→ RECORDS FOR THIS TASK
============================================================
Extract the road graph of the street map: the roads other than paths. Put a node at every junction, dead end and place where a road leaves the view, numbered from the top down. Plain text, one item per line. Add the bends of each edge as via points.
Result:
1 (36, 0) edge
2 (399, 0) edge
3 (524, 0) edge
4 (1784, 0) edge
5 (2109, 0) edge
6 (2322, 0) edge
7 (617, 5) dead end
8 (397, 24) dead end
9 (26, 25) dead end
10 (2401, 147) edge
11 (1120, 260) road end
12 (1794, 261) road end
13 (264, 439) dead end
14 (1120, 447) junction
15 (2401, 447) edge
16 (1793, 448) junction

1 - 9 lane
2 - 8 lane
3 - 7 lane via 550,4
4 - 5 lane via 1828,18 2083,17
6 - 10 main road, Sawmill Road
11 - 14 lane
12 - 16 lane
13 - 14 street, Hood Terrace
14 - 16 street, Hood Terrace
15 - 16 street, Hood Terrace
============================================================
→ TASK DESCRIPTION
Restate every entry above word for word.

→ RESULT FOR THIS TASK
Extract the road graph of the street map: the roads other than paths. Put a node at every junction, dead end and place where a road leaves the view, numbered from the top down. Plain text, one item per line. Add the bends of each edge as via points.
Result:
1 (36, 0) edge
2 (399, 0) edge
3 (524, 0) edge
4 (1784, 0) edge
5 (2109, 0) edge
6 (2322, 0) edge
7 (617, 5) dead end
8 (397, 24) dead end
9 (26, 25) dead end
10 (2401, 147) edge
11 (1120, 260) road end
12 (1794, 261) road end
13 (264, 439) dead end
14 (1120, 447) junction
15 (2401, 447) edge
16 (1793, 448) junction

1 - 9 lane
2 - 8 lane
3 - 7 lane via 550,4
4 - 5 lane via 1828,18 2083,17
6 - 10 main road, Sawmill Road
11 - 14 lane
12 - 16 lane
13 - 14 street, Hood Terrace
14 - 16 street, Hood Terrace
15 - 16 street, Hood Terrace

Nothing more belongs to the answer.